**WHAT IS BEING ASKED**
The response should consist of the data reproduced word for word.

**DATA TO USE**
▬▬▬▬▬▬▬▬▬▬

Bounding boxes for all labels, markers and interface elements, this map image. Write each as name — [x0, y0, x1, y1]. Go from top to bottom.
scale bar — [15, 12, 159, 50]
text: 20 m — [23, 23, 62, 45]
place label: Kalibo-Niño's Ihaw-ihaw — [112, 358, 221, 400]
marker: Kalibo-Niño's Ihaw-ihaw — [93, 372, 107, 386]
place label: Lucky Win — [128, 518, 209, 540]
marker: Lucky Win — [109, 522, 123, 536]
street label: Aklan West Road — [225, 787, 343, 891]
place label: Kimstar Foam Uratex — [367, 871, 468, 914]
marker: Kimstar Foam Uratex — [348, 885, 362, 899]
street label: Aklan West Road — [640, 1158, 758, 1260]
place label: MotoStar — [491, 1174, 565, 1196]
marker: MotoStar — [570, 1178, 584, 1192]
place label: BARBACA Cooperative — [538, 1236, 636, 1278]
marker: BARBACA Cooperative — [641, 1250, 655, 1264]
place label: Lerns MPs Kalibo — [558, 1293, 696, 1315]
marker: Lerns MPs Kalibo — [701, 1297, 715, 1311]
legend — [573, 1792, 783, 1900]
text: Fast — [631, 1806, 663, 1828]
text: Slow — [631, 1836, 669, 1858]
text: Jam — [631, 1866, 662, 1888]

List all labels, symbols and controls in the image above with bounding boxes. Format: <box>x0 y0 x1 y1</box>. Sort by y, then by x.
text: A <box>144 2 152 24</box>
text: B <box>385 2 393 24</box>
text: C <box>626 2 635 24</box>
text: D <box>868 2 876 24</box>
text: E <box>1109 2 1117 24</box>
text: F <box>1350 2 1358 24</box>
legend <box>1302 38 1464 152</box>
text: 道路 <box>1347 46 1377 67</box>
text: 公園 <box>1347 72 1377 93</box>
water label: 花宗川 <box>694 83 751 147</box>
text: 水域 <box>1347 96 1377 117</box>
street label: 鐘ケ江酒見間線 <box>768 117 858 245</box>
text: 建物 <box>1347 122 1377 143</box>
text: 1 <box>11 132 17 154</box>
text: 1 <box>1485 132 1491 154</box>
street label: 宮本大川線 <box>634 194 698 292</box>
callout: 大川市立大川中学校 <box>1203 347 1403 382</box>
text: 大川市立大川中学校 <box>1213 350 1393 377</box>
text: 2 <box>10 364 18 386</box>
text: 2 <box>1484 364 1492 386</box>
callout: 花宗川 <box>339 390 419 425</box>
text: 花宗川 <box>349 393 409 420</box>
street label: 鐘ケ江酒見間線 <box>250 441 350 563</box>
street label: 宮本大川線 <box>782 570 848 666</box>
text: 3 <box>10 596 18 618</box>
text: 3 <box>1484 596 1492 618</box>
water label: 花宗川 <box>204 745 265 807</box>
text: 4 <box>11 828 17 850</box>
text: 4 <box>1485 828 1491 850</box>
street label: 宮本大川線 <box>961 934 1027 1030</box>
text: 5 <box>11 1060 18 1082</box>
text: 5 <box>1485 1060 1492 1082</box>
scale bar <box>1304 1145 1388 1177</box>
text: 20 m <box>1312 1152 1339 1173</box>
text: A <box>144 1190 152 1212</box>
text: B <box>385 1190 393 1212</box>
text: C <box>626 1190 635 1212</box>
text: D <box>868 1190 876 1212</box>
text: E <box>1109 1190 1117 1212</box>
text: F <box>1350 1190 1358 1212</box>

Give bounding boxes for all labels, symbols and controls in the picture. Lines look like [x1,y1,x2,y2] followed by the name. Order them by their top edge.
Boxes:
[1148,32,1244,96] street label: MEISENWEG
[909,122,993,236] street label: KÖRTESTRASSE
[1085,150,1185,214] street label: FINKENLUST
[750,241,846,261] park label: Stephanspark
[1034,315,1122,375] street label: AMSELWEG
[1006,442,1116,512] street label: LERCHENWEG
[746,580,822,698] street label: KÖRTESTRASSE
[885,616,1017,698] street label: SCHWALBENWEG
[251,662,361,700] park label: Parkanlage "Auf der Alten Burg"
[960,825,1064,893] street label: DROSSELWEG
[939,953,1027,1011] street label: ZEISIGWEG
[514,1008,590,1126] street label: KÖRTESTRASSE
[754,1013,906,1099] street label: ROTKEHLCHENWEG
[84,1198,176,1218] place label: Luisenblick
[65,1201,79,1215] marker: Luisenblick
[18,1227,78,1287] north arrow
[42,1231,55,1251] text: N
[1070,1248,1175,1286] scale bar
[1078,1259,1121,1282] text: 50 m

▬▬▬▬▬▬▬▬▬▬

**TASK OUTPUT**
Bounding boxes for all labels, markers and interface elements, this map image. Write each as name — [x0, y0, x1, y1]. Go from top to bottom.
scale bar — [15, 12, 159, 50]
text: 20 m — [23, 23, 62, 45]
place label: Kalibo-Niño's Ihaw-ihaw — [112, 358, 221, 400]
marker: Kalibo-Niño's Ihaw-ihaw — [93, 372, 107, 386]
place label: Lucky Win — [128, 518, 209, 540]
marker: Lucky Win — [109, 522, 123, 536]
street label: Aklan West Road — [225, 787, 343, 891]
place label: Kimstar Foam Uratex — [367, 871, 468, 914]
marker: Kimstar Foam Uratex — [348, 885, 362, 899]
street label: Aklan West Road — [640, 1158, 758, 1260]
place label: MotoStar — [491, 1174, 565, 1196]
marker: MotoStar — [570, 1178, 584, 1192]
place label: BARBACA Cooperative — [538, 1236, 636, 1278]
marker: BARBACA Cooperative — [641, 1250, 655, 1264]
place label: Lerns MPs Kalibo — [558, 1293, 696, 1315]
marker: Lerns MPs Kalibo — [701, 1297, 715, 1311]
legend — [573, 1792, 783, 1900]
text: Fast — [631, 1806, 663, 1828]
text: Slow — [631, 1836, 669, 1858]
text: Jam — [631, 1866, 662, 1888]

List all labels, symbols and controls in the image above with bounding boxes. Format: <box>x0 y0 x1 y1</box>. Sort by y, then by x.
text: A <box>144 2 152 24</box>
text: B <box>385 2 393 24</box>
text: C <box>626 2 635 24</box>
text: D <box>868 2 876 24</box>
text: E <box>1109 2 1117 24</box>
text: F <box>1350 2 1358 24</box>
legend <box>1302 38 1464 152</box>
text: 道路 <box>1347 46 1377 67</box>
text: 公園 <box>1347 72 1377 93</box>
water label: 花宗川 <box>694 83 751 147</box>
text: 水域 <box>1347 96 1377 117</box>
street label: 鐘ケ江酒見間線 <box>768 117 858 245</box>
text: 建物 <box>1347 122 1377 143</box>
text: 1 <box>11 132 17 154</box>
text: 1 <box>1485 132 1491 154</box>
street label: 宮本大川線 <box>634 194 698 292</box>
callout: 大川市立大川中学校 <box>1203 347 1403 382</box>
text: 大川市立大川中学校 <box>1213 350 1393 377</box>
text: 2 <box>10 364 18 386</box>
text: 2 <box>1484 364 1492 386</box>
callout: 花宗川 <box>339 390 419 425</box>
text: 花宗川 <box>349 393 409 420</box>
street label: 鐘ケ江酒見間線 <box>250 441 350 563</box>
street label: 宮本大川線 <box>782 570 848 666</box>
text: 3 <box>10 596 18 618</box>
text: 3 <box>1484 596 1492 618</box>
water label: 花宗川 <box>204 745 265 807</box>
text: 4 <box>11 828 17 850</box>
text: 4 <box>1485 828 1491 850</box>
street label: 宮本大川線 <box>961 934 1027 1030</box>
text: 5 <box>11 1060 18 1082</box>
text: 5 <box>1485 1060 1492 1082</box>
scale bar <box>1304 1145 1388 1177</box>
text: 20 m <box>1312 1152 1339 1173</box>
text: A <box>144 1190 152 1212</box>
text: B <box>385 1190 393 1212</box>
text: C <box>626 1190 635 1212</box>
text: D <box>868 1190 876 1212</box>
text: E <box>1109 1190 1117 1212</box>
text: F <box>1350 1190 1358 1212</box>

Give bounding boxes for all labels, symbols and controls in the picture. Lines look like [x1,y1,x2,y2] followed by the name. Order them by their top edge.
Boxes:
[1148,32,1244,96] street label: MEISENWEG
[909,122,993,236] street label: KÖRTESTRASSE
[1085,150,1185,214] street label: FINKENLUST
[750,241,846,261] park label: Stephanspark
[1034,315,1122,375] street label: AMSELWEG
[1006,442,1116,512] street label: LERCHENWEG
[746,580,822,698] street label: KÖRTESTRASSE
[885,616,1017,698] street label: SCHWALBENWEG
[251,662,361,700] park label: Parkanlage "Auf der Alten Burg"
[960,825,1064,893] street label: DROSSELWEG
[939,953,1027,1011] street label: ZEISIGWEG
[514,1008,590,1126] street label: KÖRTESTRASSE
[754,1013,906,1099] street label: ROTKEHLCHENWEG
[84,1198,176,1218] place label: Luisenblick
[65,1201,79,1215] marker: Luisenblick
[18,1227,78,1287] north arrow
[42,1231,55,1251] text: N
[1070,1248,1175,1286] scale bar
[1078,1259,1121,1282] text: 50 m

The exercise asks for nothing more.